» **INPUT DATA**:
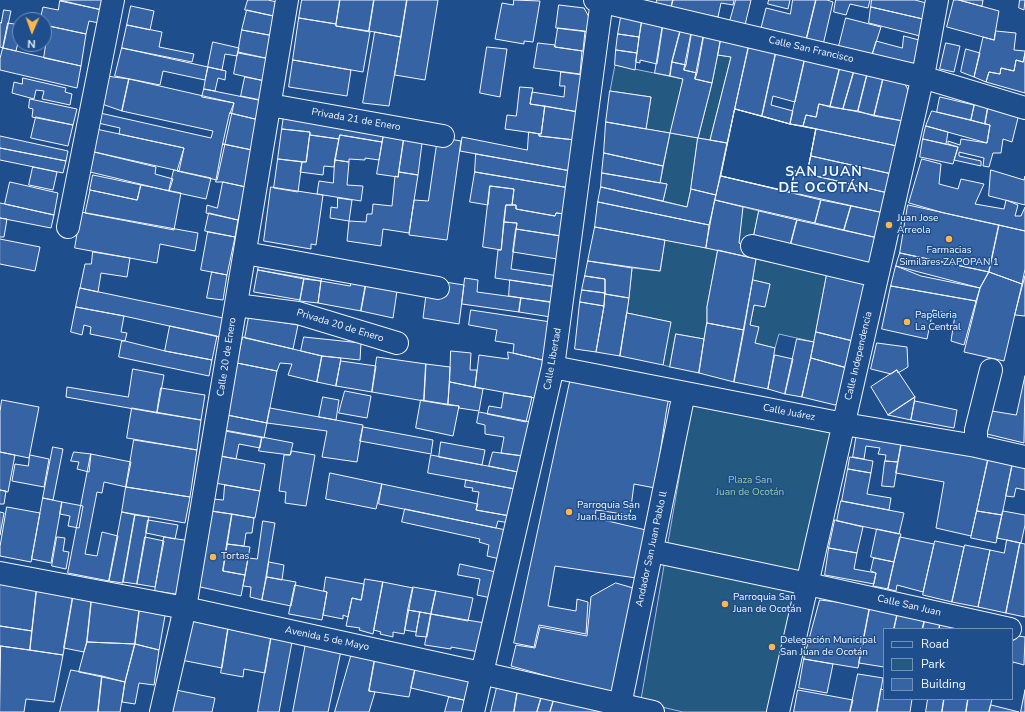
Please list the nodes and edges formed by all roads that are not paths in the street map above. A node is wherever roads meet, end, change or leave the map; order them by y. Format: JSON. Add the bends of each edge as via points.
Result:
{"nodes":[{"id":1,"x":114,"y":0,"type":"edge"},
{"id":2,"x":287,"y":0,"type":"edge"},
{"id":3,"x":599,"y":0,"type":"edge"},
{"id":4,"x":937,"y":0,"type":"edge"},
{"id":5,"x":922,"y":76,"type":"junction"},
{"id":6,"x":270,"y":105,"type":"junction"},
{"id":7,"x":1025,"y":108,"type":"edge"},
{"id":8,"x":443,"y":136,"type":"dead end"},
{"id":9,"x":68,"y":227,"type":"dead end"},
{"id":10,"x":752,"y":246,"type":"dead end"},
{"id":11,"x":245,"y":252,"type":"junction"},
{"id":12,"x":877,"y":276,"type":"junction"},
{"id":13,"x":438,"y":288,"type":"dead end"},
{"id":14,"x":236,"y":305,"type":"junction"},
{"id":15,"x":397,"y":343,"type":"dead end"},
{"id":16,"x":553,"y":367,"type":"junction"},
{"id":17,"x":991,"y":370,"type":"dead end"},
{"id":18,"x":684,"y":393,"type":"junction"},
{"id":19,"x":844,"y":424,"type":"junction"},
{"id":20,"x":976,"y":446,"type":"junction"},
{"id":21,"x":1025,"y":457,"type":"edge"},
{"id":22,"x":652,"y":551,"type":"junction"},
{"id":23,"x":0,"y":573,"type":"edge"},
{"id":24,"x":808,"y":584,"type":"junction"},
{"id":25,"x":185,"y":608,"type":"junction"},
{"id":26,"x":1006,"y":628,"type":"edge"},
{"id":27,"x":1013,"y":629,"type":"edge"},
{"id":28,"x":1025,"y":632,"type":"edge"},
{"id":29,"x":481,"y":672,"type":"junction"},
{"id":30,"x":620,"y":705,"type":"junction"},
{"id":31,"x":161,"y":712,"type":"edge"},
{"id":32,"x":473,"y":712,"type":"edge"},
{"id":33,"x":653,"y":712,"type":"edge"},
{"id":34,"x":778,"y":712,"type":"edge"}],
"edges":[{"from":1,"to":9,"type":"street"},
{"from":2,"to":6,"type":"street","name":"Calle 20 de Enero"},
{"from":3,"to":5,"type":"street","name":"Calle San Francisco"},
{"from":3,"to":16,"type":"street","name":"Calle Libertad"},
{"from":4,"to":5,"type":"street","name":"Calle Independencia"},
{"from":5,"to":7,"type":"street","name":"Calle San Francisco"},
{"from":5,"to":12,"type":"street","name":"Calle Independencia"},
{"from":6,"to":8,"type":"street","name":"Privada 21 de Enero"},
{"from":6,"to":11,"type":"street","name":"Calle 20 de Enero"},
{"from":10,"to":12,"type":"street"},
{"from":11,"to":13,"type":"street"},
{"from":11,"to":14,"type":"street","name":"Calle 20 de Enero"},
{"from":12,"to":19,"type":"street","name":"Calle Independencia"},
{"from":14,"to":15,"type":"street","name":"Privada 20 de Enero","via":[[298,313]]},
{"from":14,"to":25,"type":"street","name":"Calle 20 de Enero"},
{"from":16,"to":18,"type":"street","name":"Calle Juárez"},
{"from":16,"to":29,"type":"street","name":"Calle Libertad"},
{"from":17,"to":20,"type":"street","via":[[976,430]]},
{"from":18,"to":19,"type":"street","name":"Calle Juárez"},
{"from":18,"to":22,"type":"street","name":"Andador San Juan Pablo ll"},
{"from":19,"to":20,"type":"street","name":"Calle Juárez"},
{"from":19,"to":24,"type":"street","name":"Calle Independencia"},
{"from":20,"to":21,"type":"street","name":"Calle Juárez"},
{"from":22,"to":24,"type":"street","name":"Calle San Juan"},
{"from":22,"to":30,"type":"street","name":"Andador San Juan Pablo ll"},
{"from":23,"to":25,"type":"street","name":"Avenida 5 de Mayo"},
{"from":24,"to":26,"type":"street","name":"Calle San Juan"},
{"from":24,"to":34,"type":"street","name":"Calle Independencia"},
{"from":25,"to":29,"type":"street","name":"Avenida 5 de Mayo"},
{"from":25,"to":31,"type":"street","name":"Calle 20 de Enero"},
{"from":27,"to":28,"type":"street","name":"Calle San Juan"},
{"from":29,"to":30,"type":"street","name":"Avenida 5 de Mayo"},
{"from":29,"to":32,"type":"street","name":"Calle Libertad"},
{"from":30,"to":33,"type":"street","name":"Avenida 5 de Mayo"}]}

» **TRY IT**: Where does the word "Enero" occur in the data? Copy every line that has it.

» **RESPONSE BOX**:
{"from":2,"to":6,"type":"street","name":"Calle 20 de Enero"},
{"from":6,"to":8,"type":"street","name":"Privada 21 de Enero"},
{"from":6,"to":11,"type":"street","name":"Calle 20 de Enero"},
{"from":11,"to":14,"type":"street","name":"Calle 20 de Enero"},
{"from":14,"to":15,"type":"street","name":"Privada 20 de Enero","via":[[298,313]]},
{"from":14,"to":25,"type":"street","name":"Calle 20 de Enero"},
{"from":25,"to":31,"type":"street","name":"Calle 20 de Enero"},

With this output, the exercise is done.